» WHAT NEEDS TO BE DONE
You are asked to filter the data below and copy every line holding "Serialize".

» EXERCISE INPUTS
+===+

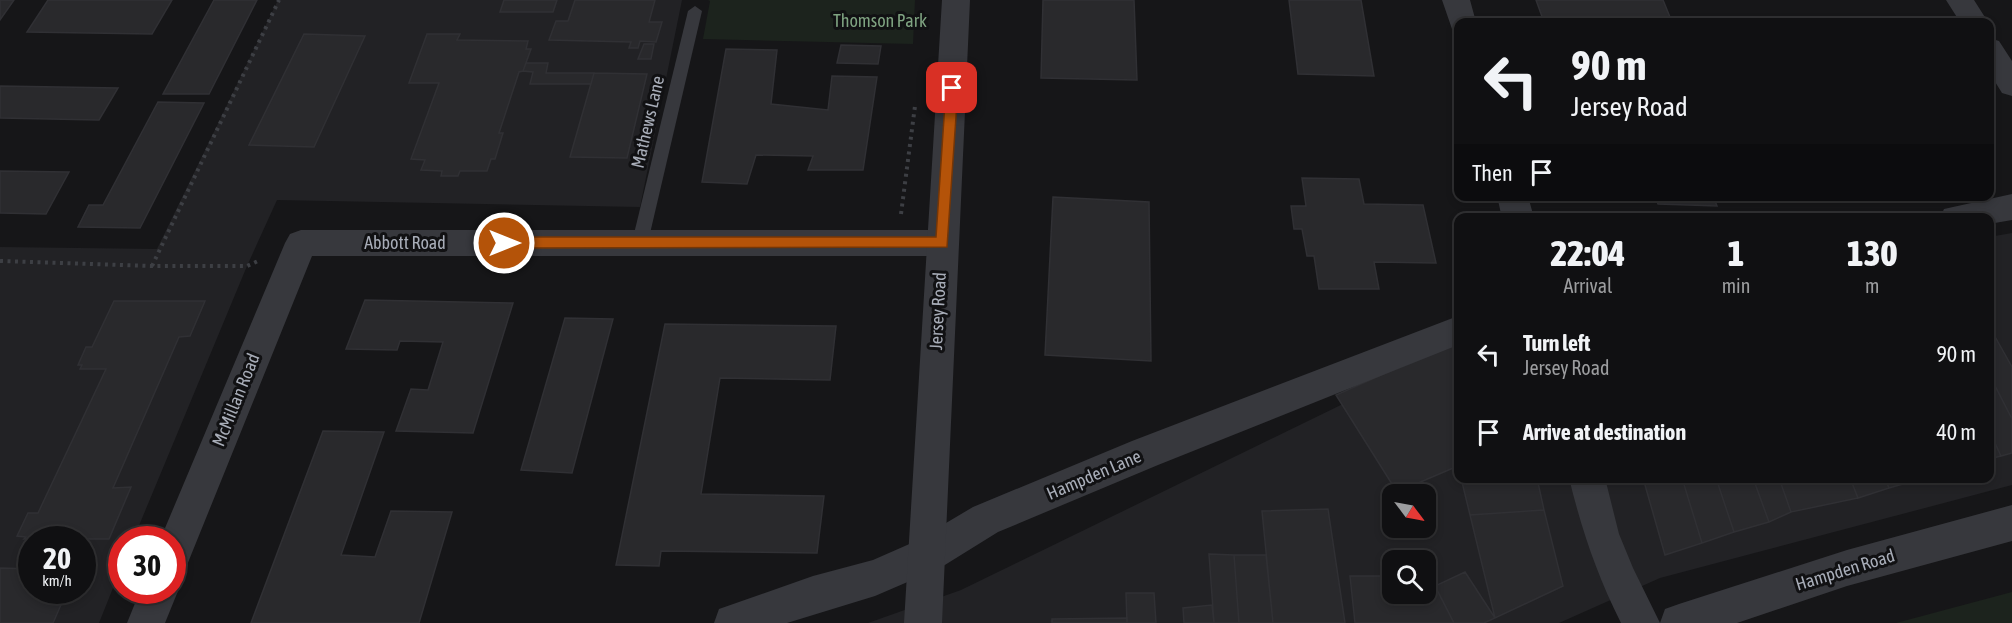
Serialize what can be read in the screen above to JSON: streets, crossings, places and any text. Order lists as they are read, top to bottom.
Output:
{
  "streets": {
    "street": [
      "Abbott Road",
      "Jersey Road",
      "McMillan Road",
      "Hampden Lane",
      "Hampden Road"
    ],
    "lane": ["Mathews Lane"]
  },
  "crossings": [
    ["Mathews Lane", "Abbott Road"],
    ["Abbott Road", "Jersey Road"],
    ["Abbott Road", "McMillan Road"],
    ["Jersey Road", "Hampden Lane"]
  ],
  "parks": ["Thomson Park"],
  "north": "bottom right",
  "page": {
    "turn": ["90 m", "Jersey Road"],
    "then": "Then",
    "eta": [
      "22:04",
      "Arrival",
      "1",
      "min",
      "130",
      "m"
    ],
    "list": [
      {
        "name": "Turn left",
        "note": "Jersey Road",
        "value": "90 m"
      },
      {
        "name": "Arrive at destination",
        "value": "40 m"
      }
    ],
    "speed": "20 km/h",
    "limit": "30"
  }
}
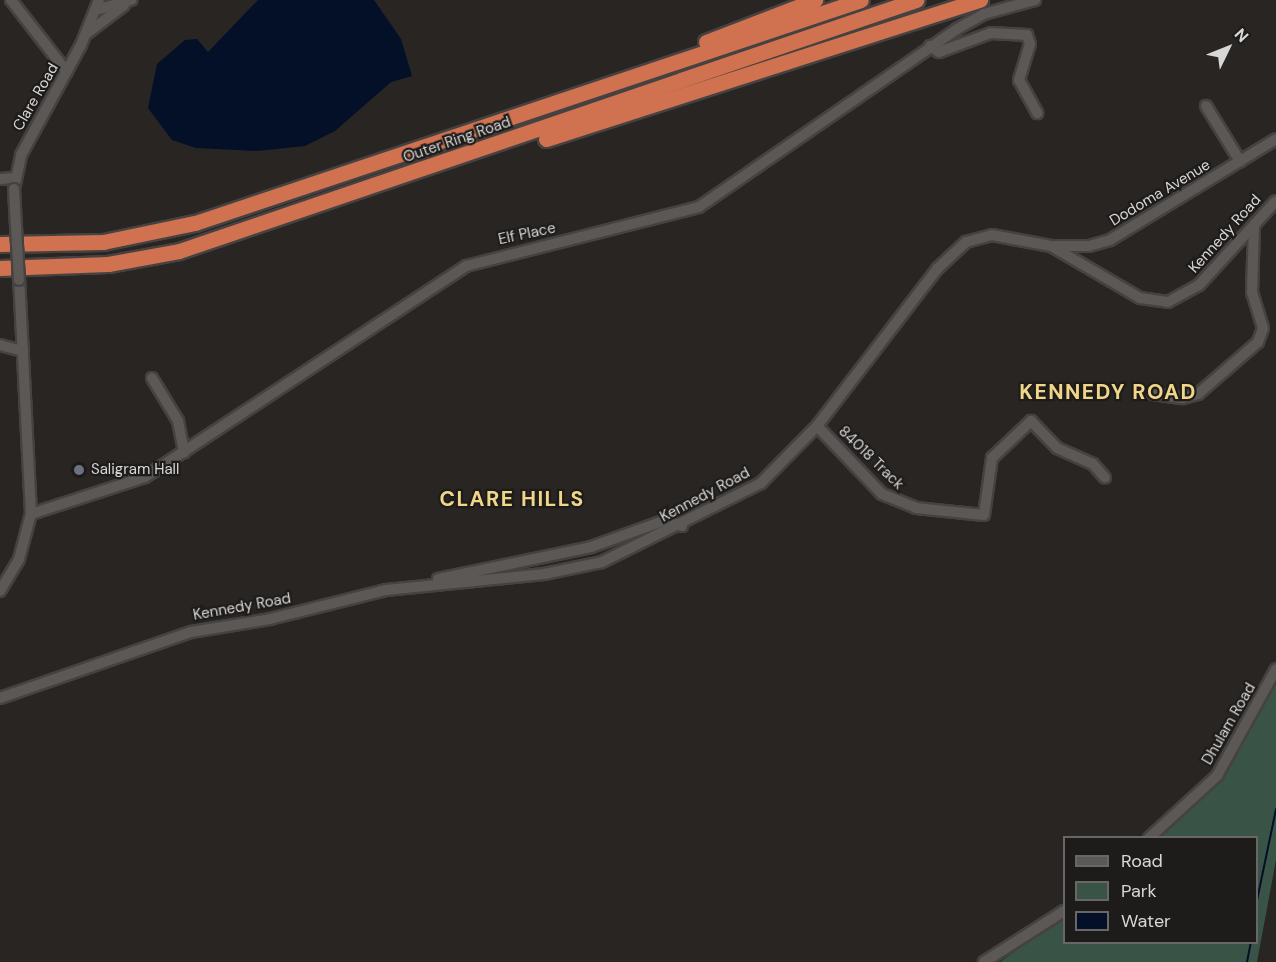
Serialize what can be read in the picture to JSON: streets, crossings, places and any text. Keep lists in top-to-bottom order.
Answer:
{
  "streets": {
    "highway": ["Outer Ring Road"],
    "street": [
      "Clare Road",
      "Dodoma Avenue",
      "Elf Place",
      "Kennedy Road",
      "84018 Track",
      "Dhulam Road"
    ]
  },
  "crossings": [
    ["Clare Road", "Elf Place"],
    ["Dodoma Avenue", "Kennedy Road"],
    ["Kennedy Road", "84018 Track"]
  ],
  "districts": ["KENNEDY ROAD", "CLARE HILLS"],
  "places": ["Saligram Hall"],
  "legend": ["Road", "Park", "Water"],
  "north": "top right"
}
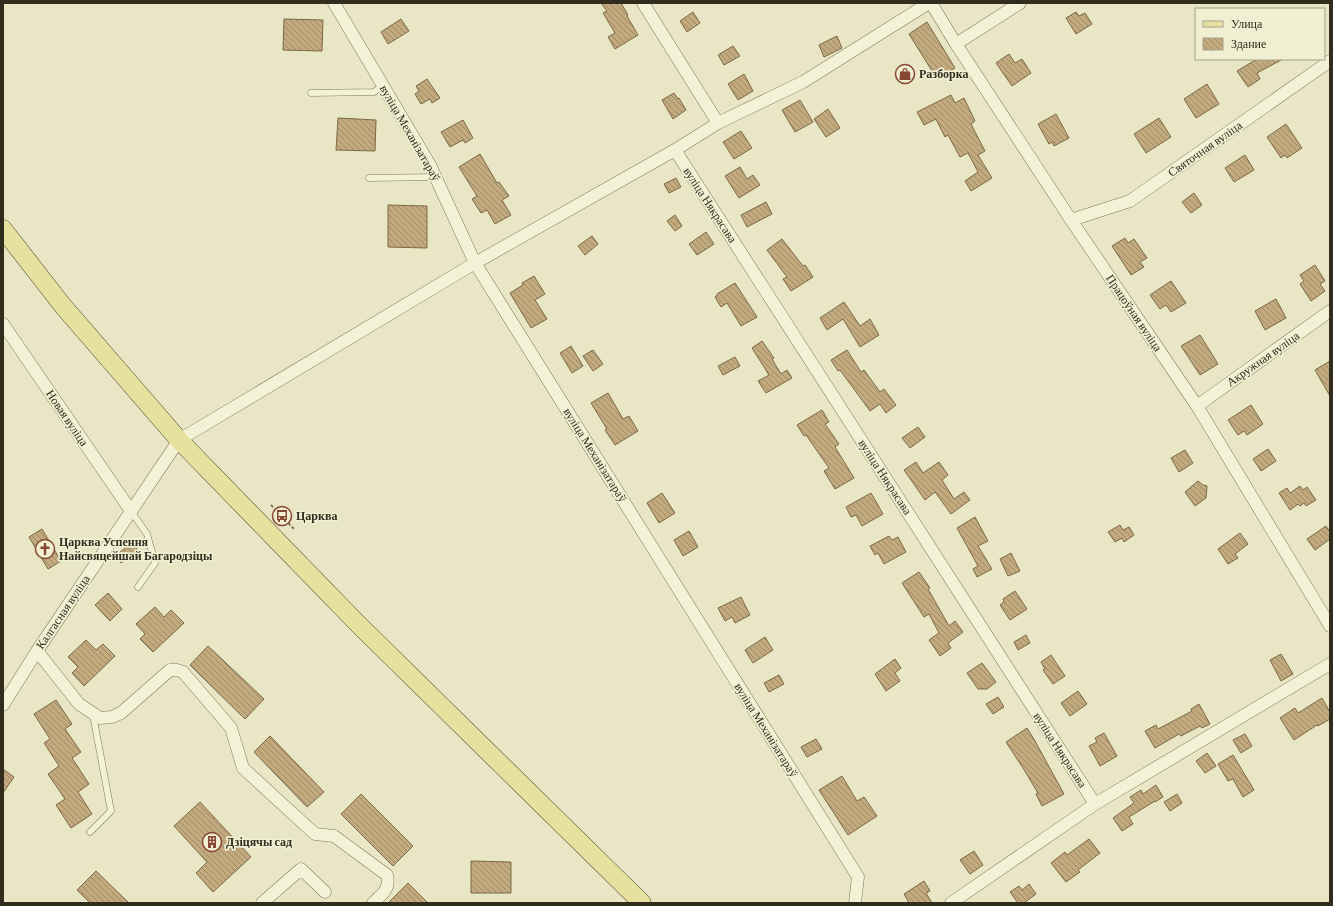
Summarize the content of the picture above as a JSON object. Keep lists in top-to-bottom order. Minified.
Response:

+===+

» REPLY TO THE TASK
Serialize what can be read in the screen above to JSON: streets, crossings, places and any text. Order lists as they are read, top to bottom.
Serialize what can be read in the picture to JSON: streets, crossings, places and any text. Keep lists in top-to-bottom order.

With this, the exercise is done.